If the people who originate the lies and the bigotry which issue from Fox News were no longer able to hide behind the corporate identity and the alleged "public service" which Fox purports to embody, they might be a little less vocal.
And the problem with simply exposing the lies and half-truths is, one, that it's purely reactive and gives Fox News control of the game, and two, that it won't work. A lie can get halfway round the world while the truth is still groping for the Alka-Seltzer and wondering what on earth it had to drink last night. The only way to deal with an entity which habitually and repeatedly lies is either to stop it talking, or stop people listening. That's not abridgment of a right, that's just common sense. The boy who cried "wolf" might not have deserved to be eaten by wolves, but then again he wouldn't have been if he had been removed from his position of trust as soon as it became known he was abusing it.
no subject
Date: 2010-09-16 09:05 pm (UTC)However, while Fox News itself as a corporate entity deserves no rights of personhood, the people it hires to speak on its air do. You want to tell Bill O'Reilly, Sean Hannity and Sarah Palin to get off the air and STFU? Fine, but you'd better be prepared to expect another group to demand the same of Rachel Maddow, Keith Olbermann and Tom Joyner.
no subject
Date: 2010-09-16 08:48 am (UTC)I'm proud to support Turn Off Fox; they have it exactly right.
no subject
Date: 2010-09-16 09:10 pm (UTC)Choosing not to watch is not the same as being denied the ability to watch without leaving the establishment. I don't believe I've misunderstood the aim of Turn Off Fox at all; they want people not to be able to see or hear FNC in a business they habitually patronize. To my mind, that's a step onto a very slippery slope to censorship.
no subject
Date: 2010-09-16 10:51 pm (UTC)Many businesses set and leave their TVs to one channel. For example, at my bank branch (the one I patronize, not where I work), they've never, to my knowledge, shown anything other than CNBC. Many businesses have their sets on Faux Noise. What Turn Off is asking is that those sets be set to something -- anything -- else.

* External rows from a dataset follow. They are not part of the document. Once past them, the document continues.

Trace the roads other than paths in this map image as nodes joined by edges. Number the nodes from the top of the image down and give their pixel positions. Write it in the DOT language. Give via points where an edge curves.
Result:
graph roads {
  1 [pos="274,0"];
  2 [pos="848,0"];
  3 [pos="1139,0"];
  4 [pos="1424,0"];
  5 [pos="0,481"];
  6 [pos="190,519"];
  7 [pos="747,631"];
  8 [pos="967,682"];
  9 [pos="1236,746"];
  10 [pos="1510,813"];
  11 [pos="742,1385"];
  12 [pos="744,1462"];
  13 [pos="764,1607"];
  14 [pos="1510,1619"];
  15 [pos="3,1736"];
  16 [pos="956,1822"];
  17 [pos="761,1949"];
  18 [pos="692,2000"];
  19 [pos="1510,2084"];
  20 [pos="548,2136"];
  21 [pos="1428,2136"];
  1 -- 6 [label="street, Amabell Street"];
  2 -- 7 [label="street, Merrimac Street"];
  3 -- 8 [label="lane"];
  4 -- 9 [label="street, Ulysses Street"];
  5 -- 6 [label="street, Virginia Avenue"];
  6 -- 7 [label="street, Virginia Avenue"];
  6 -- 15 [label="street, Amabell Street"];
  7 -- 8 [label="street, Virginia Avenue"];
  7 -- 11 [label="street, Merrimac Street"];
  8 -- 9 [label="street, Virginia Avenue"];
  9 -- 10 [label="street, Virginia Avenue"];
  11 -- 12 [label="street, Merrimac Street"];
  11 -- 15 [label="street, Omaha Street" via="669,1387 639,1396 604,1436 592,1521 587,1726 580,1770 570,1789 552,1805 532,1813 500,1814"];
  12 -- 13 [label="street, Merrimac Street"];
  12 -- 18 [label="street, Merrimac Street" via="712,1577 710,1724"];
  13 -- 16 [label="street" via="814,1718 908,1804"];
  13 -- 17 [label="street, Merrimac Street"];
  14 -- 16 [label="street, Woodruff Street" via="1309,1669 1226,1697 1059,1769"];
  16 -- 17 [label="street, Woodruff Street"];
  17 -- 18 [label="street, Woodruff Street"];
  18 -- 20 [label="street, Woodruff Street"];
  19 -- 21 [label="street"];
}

That's not trying to shut the channel down. They're not trying to drive them off the air, or off cable systems. They're not trying to tell people that they can't watch the channel themselves, in their own homes.
They are trying to reduce the "zombie" sets tuned to the channel, in an effort both to get better programming available to the people who watch those sets (and you and I know that almost anything is better) and to reduce the channel's ratings, to make it less attractive to advertisers.
A quick note: "censorship" is a technical term, referring to suppression of information by a central authority. There are other mechanisms that have similar effects arising from the populace, or from actors other than the government -- but the word is not applicable to them.
no subject
Date: 2010-09-17 10:03 pm (UTC)no subject
Date: 2010-09-19 04:45 am (UTC)We are entitled not to listen.
Not Listening to Fox News
Date: 2010-10-01 04:51 pm (UTC)News should be fairly reported and reported without bias or agenda. Sadly, most news outlets, ABC, CBS, NBC, Fox and MSNBC fail to understand the difference.